DIRECTIONS: Scan the records below and report how many lines include the string "Doro"; the number alone will do.

GIVEN DATA:
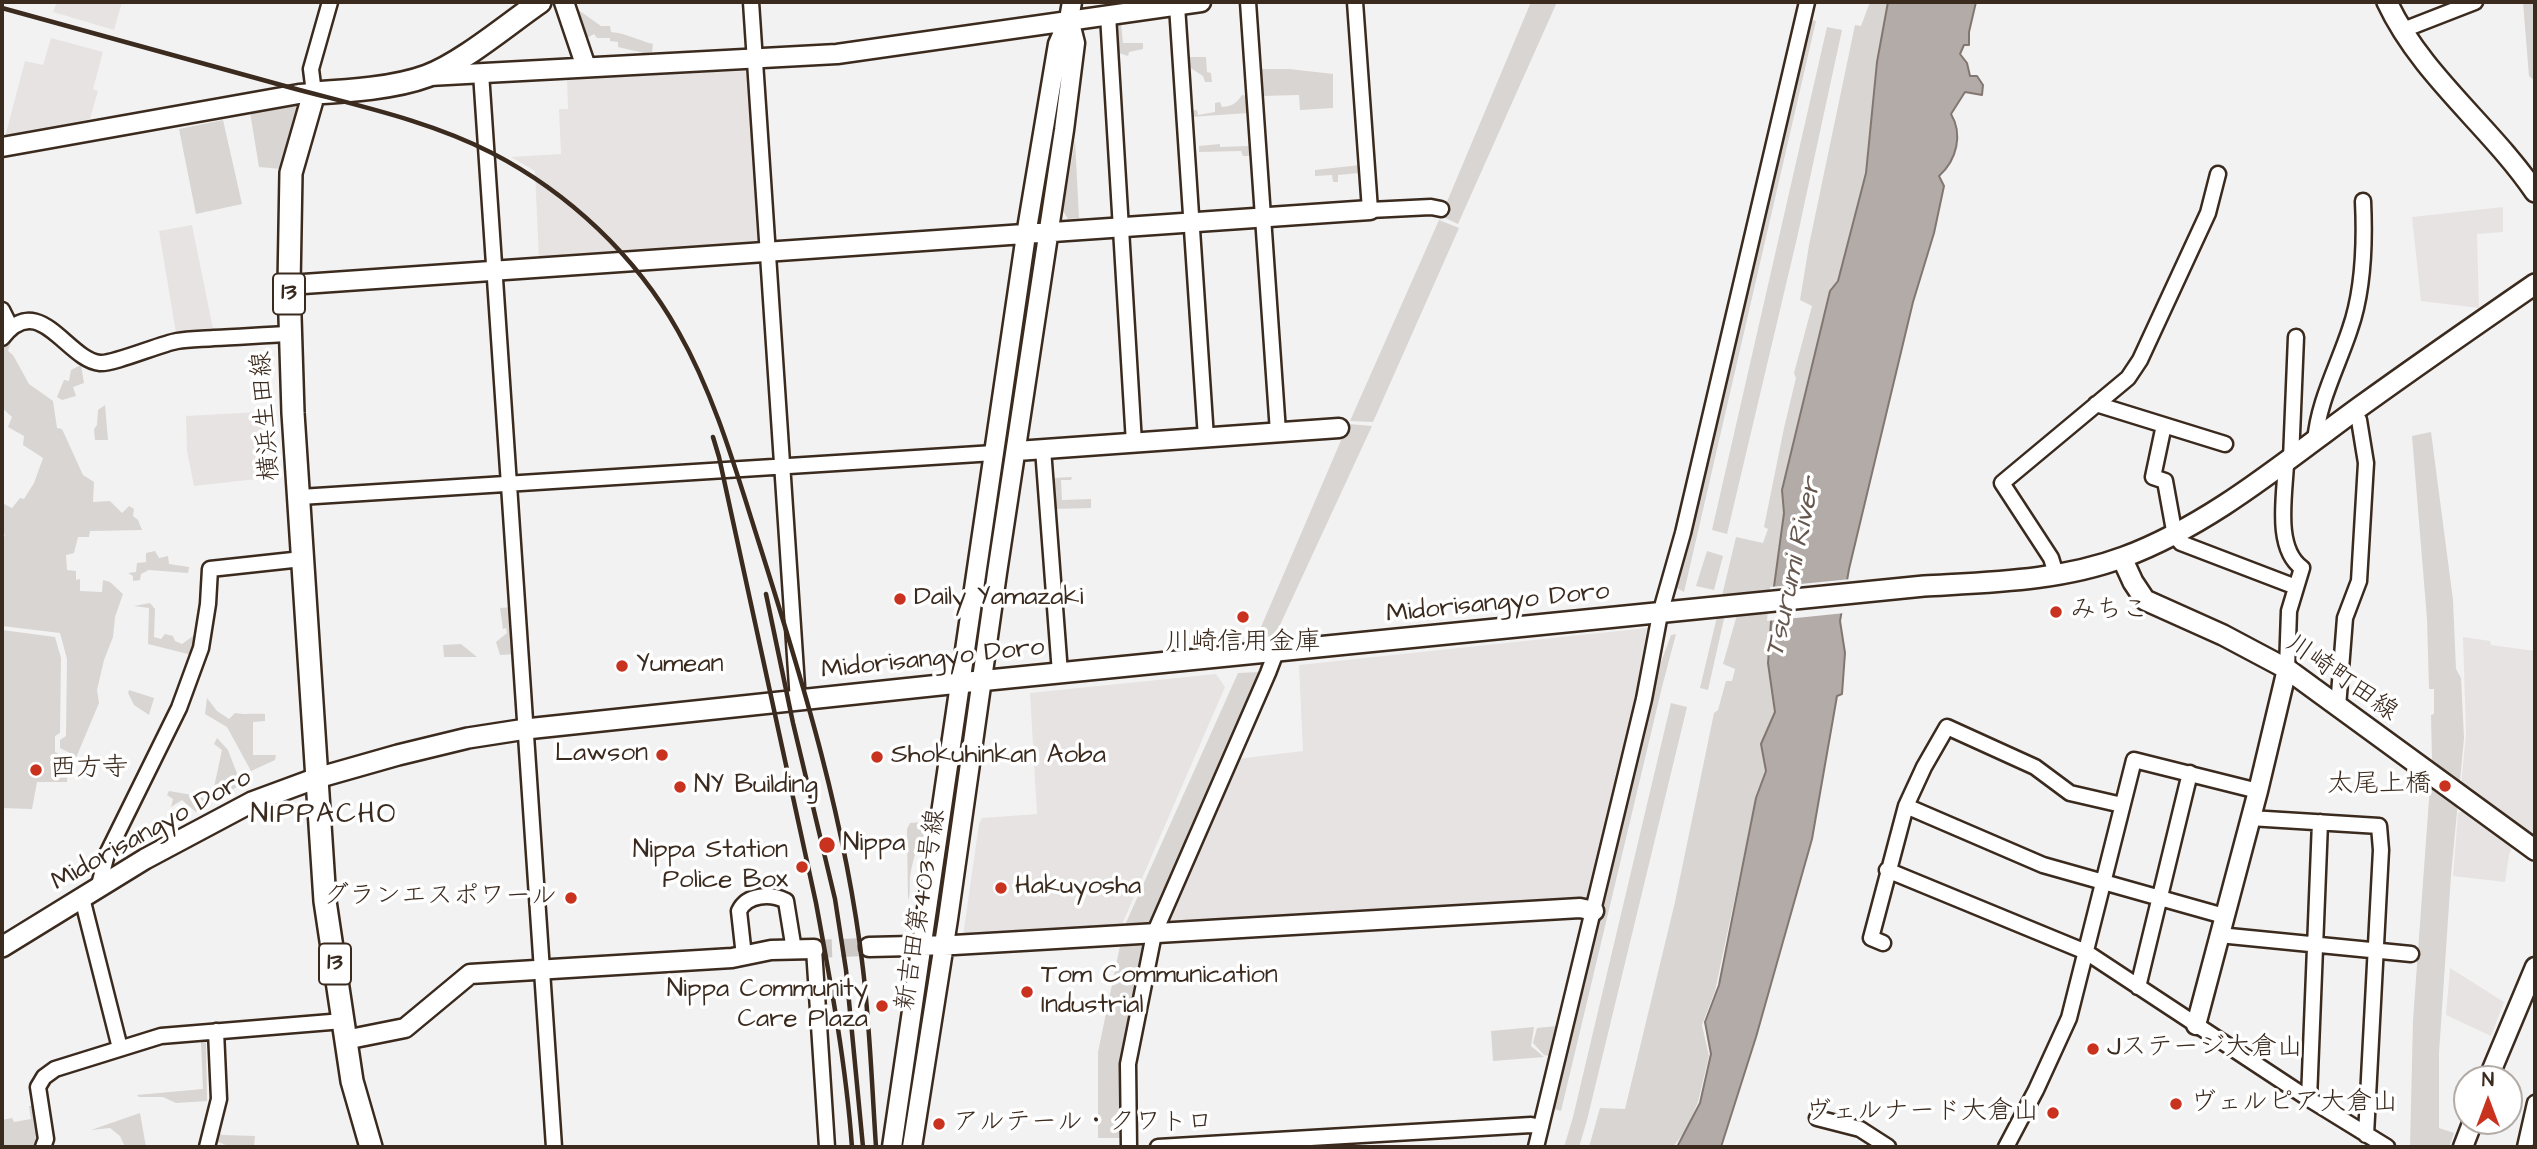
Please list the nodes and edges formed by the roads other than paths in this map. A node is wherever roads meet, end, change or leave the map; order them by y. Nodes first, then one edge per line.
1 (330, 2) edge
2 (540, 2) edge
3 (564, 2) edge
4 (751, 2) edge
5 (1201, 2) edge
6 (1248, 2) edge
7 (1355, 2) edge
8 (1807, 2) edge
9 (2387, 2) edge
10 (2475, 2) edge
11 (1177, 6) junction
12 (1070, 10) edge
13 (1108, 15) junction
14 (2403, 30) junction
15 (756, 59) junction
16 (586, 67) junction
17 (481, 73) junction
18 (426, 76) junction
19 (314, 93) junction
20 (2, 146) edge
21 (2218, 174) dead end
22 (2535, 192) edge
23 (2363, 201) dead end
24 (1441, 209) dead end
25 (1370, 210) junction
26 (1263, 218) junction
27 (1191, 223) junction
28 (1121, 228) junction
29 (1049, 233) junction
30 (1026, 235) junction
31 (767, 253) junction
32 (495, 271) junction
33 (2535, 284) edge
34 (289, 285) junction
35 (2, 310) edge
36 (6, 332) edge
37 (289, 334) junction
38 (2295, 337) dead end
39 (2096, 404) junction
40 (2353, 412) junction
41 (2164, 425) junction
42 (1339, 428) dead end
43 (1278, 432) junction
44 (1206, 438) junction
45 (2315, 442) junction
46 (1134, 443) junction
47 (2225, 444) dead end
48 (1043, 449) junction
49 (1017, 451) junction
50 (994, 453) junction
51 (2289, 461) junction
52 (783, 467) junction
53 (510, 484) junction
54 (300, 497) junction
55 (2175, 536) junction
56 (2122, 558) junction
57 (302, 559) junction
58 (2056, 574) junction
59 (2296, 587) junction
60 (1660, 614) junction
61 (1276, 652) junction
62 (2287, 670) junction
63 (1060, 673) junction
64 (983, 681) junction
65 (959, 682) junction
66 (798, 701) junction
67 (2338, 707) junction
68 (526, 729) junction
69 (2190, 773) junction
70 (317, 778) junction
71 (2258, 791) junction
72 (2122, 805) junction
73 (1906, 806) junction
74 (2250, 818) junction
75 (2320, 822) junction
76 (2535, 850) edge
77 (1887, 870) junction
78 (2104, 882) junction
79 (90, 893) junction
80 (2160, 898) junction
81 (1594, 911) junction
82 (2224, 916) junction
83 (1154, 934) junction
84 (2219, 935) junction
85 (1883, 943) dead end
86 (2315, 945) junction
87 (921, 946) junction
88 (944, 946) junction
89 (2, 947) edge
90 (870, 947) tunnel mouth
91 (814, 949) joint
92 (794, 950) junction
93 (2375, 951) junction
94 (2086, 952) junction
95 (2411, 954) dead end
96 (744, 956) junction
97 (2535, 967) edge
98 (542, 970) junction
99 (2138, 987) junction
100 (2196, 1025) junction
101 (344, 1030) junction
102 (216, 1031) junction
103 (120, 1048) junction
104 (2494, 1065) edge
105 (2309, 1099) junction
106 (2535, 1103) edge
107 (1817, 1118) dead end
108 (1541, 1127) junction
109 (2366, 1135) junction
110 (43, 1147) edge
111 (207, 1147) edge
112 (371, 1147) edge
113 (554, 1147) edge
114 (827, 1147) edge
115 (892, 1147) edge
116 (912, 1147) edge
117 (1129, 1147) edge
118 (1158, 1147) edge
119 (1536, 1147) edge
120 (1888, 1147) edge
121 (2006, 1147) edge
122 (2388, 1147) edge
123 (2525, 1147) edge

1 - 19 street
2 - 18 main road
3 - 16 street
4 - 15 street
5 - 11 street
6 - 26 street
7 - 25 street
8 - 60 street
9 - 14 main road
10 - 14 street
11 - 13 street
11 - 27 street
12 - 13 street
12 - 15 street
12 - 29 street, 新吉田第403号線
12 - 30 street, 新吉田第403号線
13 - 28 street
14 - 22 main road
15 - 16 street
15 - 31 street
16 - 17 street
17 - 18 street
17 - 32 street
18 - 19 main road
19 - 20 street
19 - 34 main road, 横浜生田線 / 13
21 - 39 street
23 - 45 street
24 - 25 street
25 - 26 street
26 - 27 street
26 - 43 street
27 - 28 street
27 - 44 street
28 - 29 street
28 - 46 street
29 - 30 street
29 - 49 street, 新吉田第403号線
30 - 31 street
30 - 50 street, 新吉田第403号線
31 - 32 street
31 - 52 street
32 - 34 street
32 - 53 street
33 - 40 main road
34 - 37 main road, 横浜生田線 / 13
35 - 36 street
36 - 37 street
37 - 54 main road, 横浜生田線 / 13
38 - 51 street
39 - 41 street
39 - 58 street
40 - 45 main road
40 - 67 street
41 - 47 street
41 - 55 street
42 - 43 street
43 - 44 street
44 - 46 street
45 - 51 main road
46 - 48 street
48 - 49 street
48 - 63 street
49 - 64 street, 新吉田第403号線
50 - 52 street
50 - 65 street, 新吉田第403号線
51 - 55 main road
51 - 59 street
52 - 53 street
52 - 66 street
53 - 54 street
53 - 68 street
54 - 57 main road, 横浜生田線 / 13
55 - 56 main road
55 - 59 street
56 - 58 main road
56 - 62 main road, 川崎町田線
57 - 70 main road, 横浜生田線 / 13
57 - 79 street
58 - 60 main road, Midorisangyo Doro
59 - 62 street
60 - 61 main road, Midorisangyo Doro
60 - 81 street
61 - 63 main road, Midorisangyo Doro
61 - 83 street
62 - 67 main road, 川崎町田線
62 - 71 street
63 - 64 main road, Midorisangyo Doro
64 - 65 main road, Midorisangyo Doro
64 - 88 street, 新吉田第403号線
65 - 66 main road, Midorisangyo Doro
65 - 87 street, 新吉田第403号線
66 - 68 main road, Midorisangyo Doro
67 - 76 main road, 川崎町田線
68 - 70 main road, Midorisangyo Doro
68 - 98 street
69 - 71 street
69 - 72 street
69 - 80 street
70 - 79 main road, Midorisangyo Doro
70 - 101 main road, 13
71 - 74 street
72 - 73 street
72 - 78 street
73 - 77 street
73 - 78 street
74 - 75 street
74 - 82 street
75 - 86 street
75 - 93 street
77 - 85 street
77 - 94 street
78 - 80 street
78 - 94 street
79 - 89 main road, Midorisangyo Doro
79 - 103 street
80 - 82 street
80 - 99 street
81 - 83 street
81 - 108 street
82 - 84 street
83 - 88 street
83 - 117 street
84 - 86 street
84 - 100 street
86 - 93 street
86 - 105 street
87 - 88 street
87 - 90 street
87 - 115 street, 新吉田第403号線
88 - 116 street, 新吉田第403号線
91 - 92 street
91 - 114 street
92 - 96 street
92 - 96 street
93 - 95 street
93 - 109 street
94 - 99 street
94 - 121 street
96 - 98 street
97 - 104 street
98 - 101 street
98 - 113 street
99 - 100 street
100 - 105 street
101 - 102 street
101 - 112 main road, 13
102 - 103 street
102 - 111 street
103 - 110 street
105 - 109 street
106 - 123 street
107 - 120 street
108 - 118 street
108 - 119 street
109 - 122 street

RESPONSE TO THE TASK: 10